Friday, January 25, 2013

TGIF! Friday, January 25, 2013

vertex \VUR-teks\, noun:
  1. The highest point of something; apex; summit; top: the vertex of a mountain.
  2. Anatomy, Zoology. The crown or top of the head.
  3. Craniometry. The highest point on the midsagittal plane of the skull or head viewed from the left side when the skull or head is in the Frankfurt horizontal.
  4. Astronomy. A point in the celestial sphere toward which or from which the common motion of a group of stars is directed.
  5. Geometry. A. The point farthest from the base: the vertex of a cone or of a pyramid. B. A point in a geometrical solid common to three or more sides. C. The intersection of two sides of a plane figure.
Vertex stems from the Latin word of the same spelling which meant "a whirl" or "top (of the head)." It comes from the same stem as the word vortex, vert meaning "to turn." The sense of "the highest point" arose in the 1640s.
Studies show
  • A term used to validate some erroneous claim. Usually the sources of the "studies" are not revealed. People will use the anonymous "studies" as some sort of statistical evidence.
Studies show that a person's level of happiness is directly linked to his or her involvement in community service.
Trivia
Which U.S. president left a will that was only one sentence long?
  • Famously taciturn Calvin Coolidge, the 30th president (1923–29). The single sentence—in which he mentioned his son but left his entire estate to his wife—was 40 words long.
History
  • Anne Boleyn: already pregnant, the lady-in-waiting was wed in secrecy to King Henry VIII of England (1533)

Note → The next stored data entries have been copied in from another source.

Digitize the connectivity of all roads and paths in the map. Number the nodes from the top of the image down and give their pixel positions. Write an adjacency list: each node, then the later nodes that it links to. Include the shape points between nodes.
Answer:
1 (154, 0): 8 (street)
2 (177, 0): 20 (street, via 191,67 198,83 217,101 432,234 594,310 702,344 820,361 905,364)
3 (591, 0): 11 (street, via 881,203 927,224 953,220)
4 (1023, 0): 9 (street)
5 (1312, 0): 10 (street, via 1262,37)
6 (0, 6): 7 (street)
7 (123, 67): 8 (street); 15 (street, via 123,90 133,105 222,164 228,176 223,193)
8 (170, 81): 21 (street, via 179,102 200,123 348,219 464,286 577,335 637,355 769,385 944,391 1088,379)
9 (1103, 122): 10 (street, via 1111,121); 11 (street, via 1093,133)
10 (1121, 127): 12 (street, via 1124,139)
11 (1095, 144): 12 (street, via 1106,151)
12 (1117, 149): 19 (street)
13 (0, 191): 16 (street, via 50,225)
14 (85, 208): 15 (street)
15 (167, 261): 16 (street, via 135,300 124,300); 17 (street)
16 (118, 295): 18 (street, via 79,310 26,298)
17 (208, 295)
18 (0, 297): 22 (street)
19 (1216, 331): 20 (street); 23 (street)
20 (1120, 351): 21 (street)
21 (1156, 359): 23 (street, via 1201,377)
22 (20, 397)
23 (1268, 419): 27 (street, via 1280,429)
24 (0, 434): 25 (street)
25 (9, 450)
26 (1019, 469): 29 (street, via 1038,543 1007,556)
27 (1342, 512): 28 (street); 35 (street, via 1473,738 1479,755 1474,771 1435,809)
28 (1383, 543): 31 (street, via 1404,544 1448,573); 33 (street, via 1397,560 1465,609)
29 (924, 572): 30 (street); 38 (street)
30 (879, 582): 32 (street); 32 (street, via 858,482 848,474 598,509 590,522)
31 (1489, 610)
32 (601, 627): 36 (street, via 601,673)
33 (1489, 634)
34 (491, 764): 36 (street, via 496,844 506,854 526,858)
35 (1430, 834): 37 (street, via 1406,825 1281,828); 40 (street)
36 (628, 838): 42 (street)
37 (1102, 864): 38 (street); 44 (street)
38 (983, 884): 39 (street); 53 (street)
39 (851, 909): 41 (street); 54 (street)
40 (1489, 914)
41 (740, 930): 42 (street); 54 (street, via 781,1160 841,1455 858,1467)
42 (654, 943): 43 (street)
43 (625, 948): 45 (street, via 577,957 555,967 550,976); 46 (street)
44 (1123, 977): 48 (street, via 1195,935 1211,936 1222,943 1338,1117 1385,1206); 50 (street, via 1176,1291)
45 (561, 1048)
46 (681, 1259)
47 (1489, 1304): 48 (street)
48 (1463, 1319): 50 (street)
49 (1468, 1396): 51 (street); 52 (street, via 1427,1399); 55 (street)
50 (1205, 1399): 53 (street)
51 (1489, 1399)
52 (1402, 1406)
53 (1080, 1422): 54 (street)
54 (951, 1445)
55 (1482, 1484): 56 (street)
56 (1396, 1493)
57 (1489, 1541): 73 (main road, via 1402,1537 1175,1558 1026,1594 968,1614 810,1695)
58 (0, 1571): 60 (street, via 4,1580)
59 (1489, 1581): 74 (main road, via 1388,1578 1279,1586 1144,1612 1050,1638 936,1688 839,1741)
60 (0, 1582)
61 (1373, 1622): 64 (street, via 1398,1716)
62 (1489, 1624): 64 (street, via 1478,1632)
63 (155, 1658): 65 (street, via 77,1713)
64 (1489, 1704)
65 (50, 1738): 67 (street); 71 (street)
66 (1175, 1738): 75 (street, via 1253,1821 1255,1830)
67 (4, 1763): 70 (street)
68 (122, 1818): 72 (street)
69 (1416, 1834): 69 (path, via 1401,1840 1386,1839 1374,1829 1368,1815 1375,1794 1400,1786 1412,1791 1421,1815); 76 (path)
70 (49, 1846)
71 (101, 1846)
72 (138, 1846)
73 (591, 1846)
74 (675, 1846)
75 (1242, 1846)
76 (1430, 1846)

  • Nellie Bly: circumnavigated the globe in 72 days, besting Jules Verne's Around the World in 80 Days (1890)
  • Winter Olympics: were played for the first time in Chamonix, France in the 1st Olympic Winter Games (1924)
  • Emmys: the first awards for excellence in TV were presented for local Los Angeles productions; Shirley Dinsdale was the first winner (1949)
  • jet age: American Airlines ran its first scheduled transcontinental flight of a Boeing 707 (1959)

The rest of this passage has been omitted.